*** Opening ENTRIES SUPPLIED ***
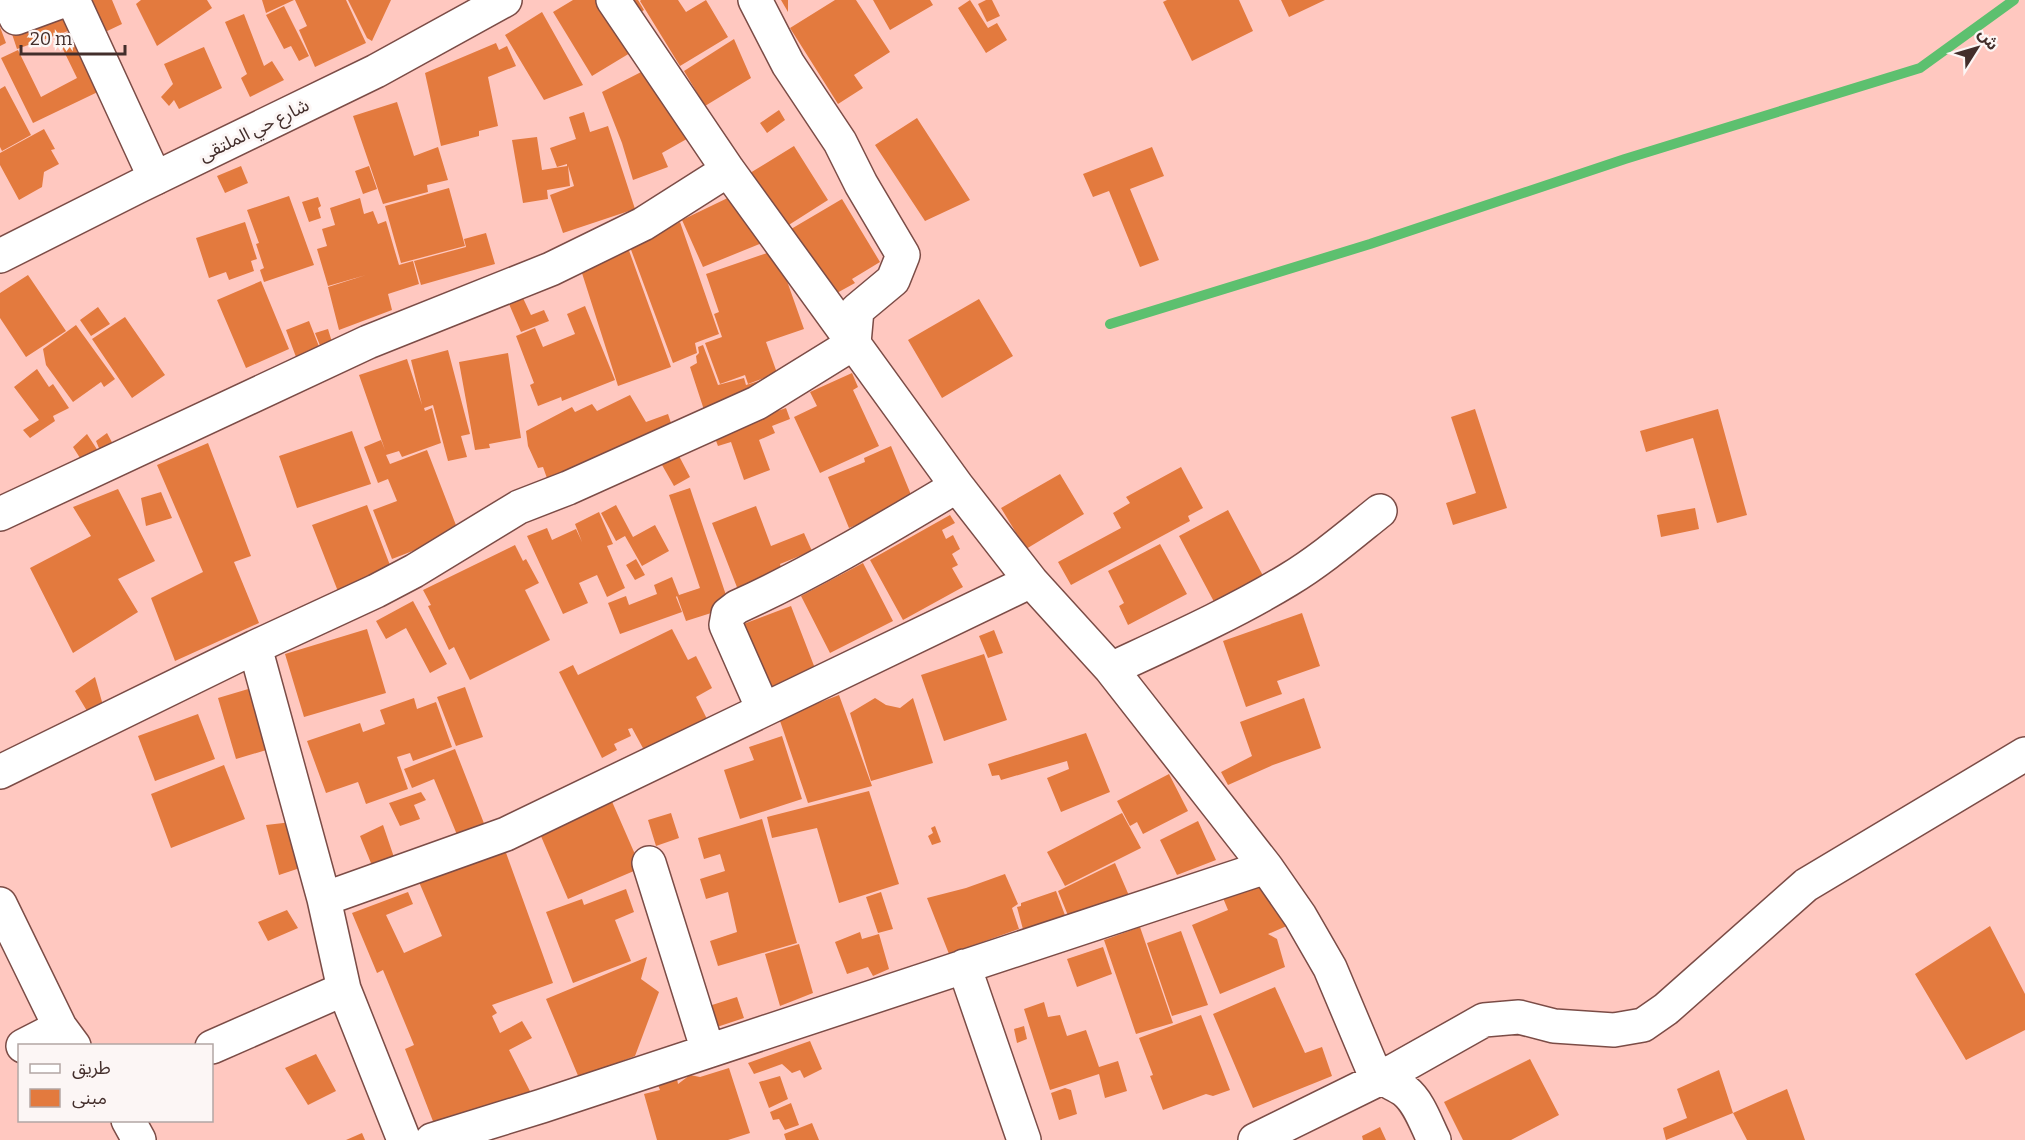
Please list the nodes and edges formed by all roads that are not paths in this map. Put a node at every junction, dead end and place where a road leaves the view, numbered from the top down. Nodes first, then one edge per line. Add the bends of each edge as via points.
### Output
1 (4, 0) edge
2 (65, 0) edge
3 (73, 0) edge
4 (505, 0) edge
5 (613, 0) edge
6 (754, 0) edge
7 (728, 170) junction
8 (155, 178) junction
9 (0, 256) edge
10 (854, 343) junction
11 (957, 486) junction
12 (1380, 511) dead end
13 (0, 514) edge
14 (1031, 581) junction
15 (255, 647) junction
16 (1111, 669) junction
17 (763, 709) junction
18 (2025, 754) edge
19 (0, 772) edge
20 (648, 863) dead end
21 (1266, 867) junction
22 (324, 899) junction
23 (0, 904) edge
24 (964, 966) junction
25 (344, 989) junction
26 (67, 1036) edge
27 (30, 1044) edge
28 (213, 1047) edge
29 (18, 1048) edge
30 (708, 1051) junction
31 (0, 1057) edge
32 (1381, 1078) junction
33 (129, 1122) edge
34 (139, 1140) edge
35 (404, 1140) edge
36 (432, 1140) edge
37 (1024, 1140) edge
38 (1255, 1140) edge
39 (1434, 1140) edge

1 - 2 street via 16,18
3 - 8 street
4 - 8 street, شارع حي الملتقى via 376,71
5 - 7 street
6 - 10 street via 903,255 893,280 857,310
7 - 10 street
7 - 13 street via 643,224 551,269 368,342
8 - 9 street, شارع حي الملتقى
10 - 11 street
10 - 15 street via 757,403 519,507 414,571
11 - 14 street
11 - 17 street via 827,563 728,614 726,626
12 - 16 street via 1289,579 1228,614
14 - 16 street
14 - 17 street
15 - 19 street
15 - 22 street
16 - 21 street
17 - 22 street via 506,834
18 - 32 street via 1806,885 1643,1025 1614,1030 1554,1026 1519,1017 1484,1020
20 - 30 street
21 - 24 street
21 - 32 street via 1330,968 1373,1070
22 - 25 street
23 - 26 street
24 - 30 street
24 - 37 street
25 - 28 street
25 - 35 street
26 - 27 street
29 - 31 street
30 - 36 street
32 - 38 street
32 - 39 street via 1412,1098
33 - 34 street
*** Closing ENTRIES SUPPLIED ***
**YOUR GOAL**
Copy the records exactly, leaving out every picture.

**ANSWER TO THE PROBLEM**
Please list the nodes and edges formed by all roads that are not paths in this map. Put a node at every junction, dead end and place where a road leaves the view, numbered from the top down. Nodes first, then one edge per line. Add the bends of each edge as via points.
### Output
1 (4, 0) edge
2 (65, 0) edge
3 (73, 0) edge
4 (505, 0) edge
5 (613, 0) edge
6 (754, 0) edge
7 (728, 170) junction
8 (155, 178) junction
9 (0, 256) edge
10 (854, 343) junction
11 (957, 486) junction
12 (1380, 511) dead end
13 (0, 514) edge
14 (1031, 581) junction
15 (255, 647) junction
16 (1111, 669) junction
17 (763, 709) junction
18 (2025, 754) edge
19 (0, 772) edge
20 (648, 863) dead end
21 (1266, 867) junction
22 (324, 899) junction
23 (0, 904) edge
24 (964, 966) junction
25 (344, 989) junction
26 (67, 1036) edge
27 (30, 1044) edge
28 (213, 1047) edge
29 (18, 1048) edge
30 (708, 1051) junction
31 (0, 1057) edge
32 (1381, 1078) junction
33 (129, 1122) edge
34 (139, 1140) edge
35 (404, 1140) edge
36 (432, 1140) edge
37 (1024, 1140) edge
38 (1255, 1140) edge
39 (1434, 1140) edge

1 - 2 street via 16,18
3 - 8 street
4 - 8 street, شارع حي الملتقى via 376,71
5 - 7 street
6 - 10 street via 903,255 893,280 857,310
7 - 10 street
7 - 13 street via 643,224 551,269 368,342
8 - 9 street, شارع حي الملتقى
10 - 11 street
10 - 15 street via 757,403 519,507 414,571
11 - 14 street
11 - 17 street via 827,563 728,614 726,626
12 - 16 street via 1289,579 1228,614
14 - 16 street
14 - 17 street
15 - 19 street
15 - 22 street
16 - 21 street
17 - 22 street via 506,834
18 - 32 street via 1806,885 1643,1025 1614,1030 1554,1026 1519,1017 1484,1020
20 - 30 street
21 - 24 street
21 - 32 street via 1330,968 1373,1070
22 - 25 street
23 - 26 street
24 - 30 street
24 - 37 street
25 - 28 street
25 - 35 street
26 - 27 street
29 - 31 street
30 - 36 street
32 - 38 street
32 - 39 street via 1412,1098
33 - 34 street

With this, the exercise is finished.